TRAVELING MAN: The best player for either team is 6-foot-10 Aaric Murray, who began his college career as a potential one-then-done recruit at La Salle, got in trouble and transferred to West Virginia, sat out a year, then was dismissed from school.

“I started making bad decisions,” Murray said of his problems at the time.

He ended up at Texas Southern, where he had to play under stiff rules laid down by Davis.

“I was going to treat him like my son,” Davis said. “I don’t think he’s ever been treated that way.”

Murray is going through the program set up by former college and NBA star John Lucas, who helps athletes and others with substance-abuse problems. Murray is drug-tested weekly and goes to counseling almost every day.

Now averaging 21 points and eight rebounds, it appears Murray’s life is back on track.

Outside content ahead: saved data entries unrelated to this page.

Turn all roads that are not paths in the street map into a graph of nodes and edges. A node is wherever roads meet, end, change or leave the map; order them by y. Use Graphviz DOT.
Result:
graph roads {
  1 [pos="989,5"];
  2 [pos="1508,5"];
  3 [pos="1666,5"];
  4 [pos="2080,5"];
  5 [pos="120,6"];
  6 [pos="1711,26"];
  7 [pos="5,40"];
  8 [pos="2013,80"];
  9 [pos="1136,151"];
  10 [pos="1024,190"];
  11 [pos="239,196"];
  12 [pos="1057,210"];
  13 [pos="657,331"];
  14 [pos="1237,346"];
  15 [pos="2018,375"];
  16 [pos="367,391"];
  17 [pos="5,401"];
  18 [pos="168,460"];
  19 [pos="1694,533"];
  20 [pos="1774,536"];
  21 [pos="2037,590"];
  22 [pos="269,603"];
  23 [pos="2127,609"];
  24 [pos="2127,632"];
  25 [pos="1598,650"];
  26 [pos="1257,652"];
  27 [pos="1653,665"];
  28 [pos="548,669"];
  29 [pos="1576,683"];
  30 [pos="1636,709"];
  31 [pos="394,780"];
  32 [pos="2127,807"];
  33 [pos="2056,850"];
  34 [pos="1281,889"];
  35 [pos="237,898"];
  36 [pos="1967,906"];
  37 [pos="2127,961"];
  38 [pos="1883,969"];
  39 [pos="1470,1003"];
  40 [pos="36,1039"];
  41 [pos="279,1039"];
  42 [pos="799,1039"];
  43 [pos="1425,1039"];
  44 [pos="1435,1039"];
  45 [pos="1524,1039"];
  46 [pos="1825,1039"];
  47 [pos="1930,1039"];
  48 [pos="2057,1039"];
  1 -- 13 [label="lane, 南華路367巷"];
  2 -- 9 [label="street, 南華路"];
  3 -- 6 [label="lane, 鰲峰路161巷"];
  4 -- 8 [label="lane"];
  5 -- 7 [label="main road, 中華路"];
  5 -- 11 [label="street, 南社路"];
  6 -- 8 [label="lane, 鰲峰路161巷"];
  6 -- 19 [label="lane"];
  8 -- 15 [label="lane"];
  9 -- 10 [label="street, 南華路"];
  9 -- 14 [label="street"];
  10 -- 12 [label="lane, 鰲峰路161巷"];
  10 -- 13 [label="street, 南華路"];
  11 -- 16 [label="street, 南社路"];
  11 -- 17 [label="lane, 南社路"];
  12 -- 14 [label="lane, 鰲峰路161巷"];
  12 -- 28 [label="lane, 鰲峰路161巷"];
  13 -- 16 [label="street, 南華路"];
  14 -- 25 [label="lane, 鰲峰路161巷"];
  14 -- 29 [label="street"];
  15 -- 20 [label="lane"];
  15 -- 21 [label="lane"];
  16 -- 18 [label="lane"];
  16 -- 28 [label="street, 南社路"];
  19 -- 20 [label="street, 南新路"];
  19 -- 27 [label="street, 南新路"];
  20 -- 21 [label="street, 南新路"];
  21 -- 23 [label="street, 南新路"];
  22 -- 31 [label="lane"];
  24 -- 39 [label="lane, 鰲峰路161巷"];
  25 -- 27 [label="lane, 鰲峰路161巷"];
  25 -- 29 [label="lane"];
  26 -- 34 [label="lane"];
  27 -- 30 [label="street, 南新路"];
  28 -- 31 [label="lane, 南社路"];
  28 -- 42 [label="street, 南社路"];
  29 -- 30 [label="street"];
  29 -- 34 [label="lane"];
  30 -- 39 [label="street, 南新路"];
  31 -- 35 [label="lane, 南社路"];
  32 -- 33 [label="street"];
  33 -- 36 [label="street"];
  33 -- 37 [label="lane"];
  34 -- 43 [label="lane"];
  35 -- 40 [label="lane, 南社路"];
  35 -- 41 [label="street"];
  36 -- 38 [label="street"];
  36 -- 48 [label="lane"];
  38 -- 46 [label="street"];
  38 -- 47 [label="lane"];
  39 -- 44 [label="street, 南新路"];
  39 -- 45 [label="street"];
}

MUSTANGS REINED IN: For Texas Southern to pull off the win, it’ll have to win a lot of loose balls and succeed at the less glamorous aspects.

“Pressure and defending and rebounding is what got us here,” Eversley said. “And that’s what’s going to keep us here.”

TOP SEED NEXT UP: The winner draws a second-round matchup with top-seeded and undefeated Wichita State on Friday at the Scottrade Center in St. Louis.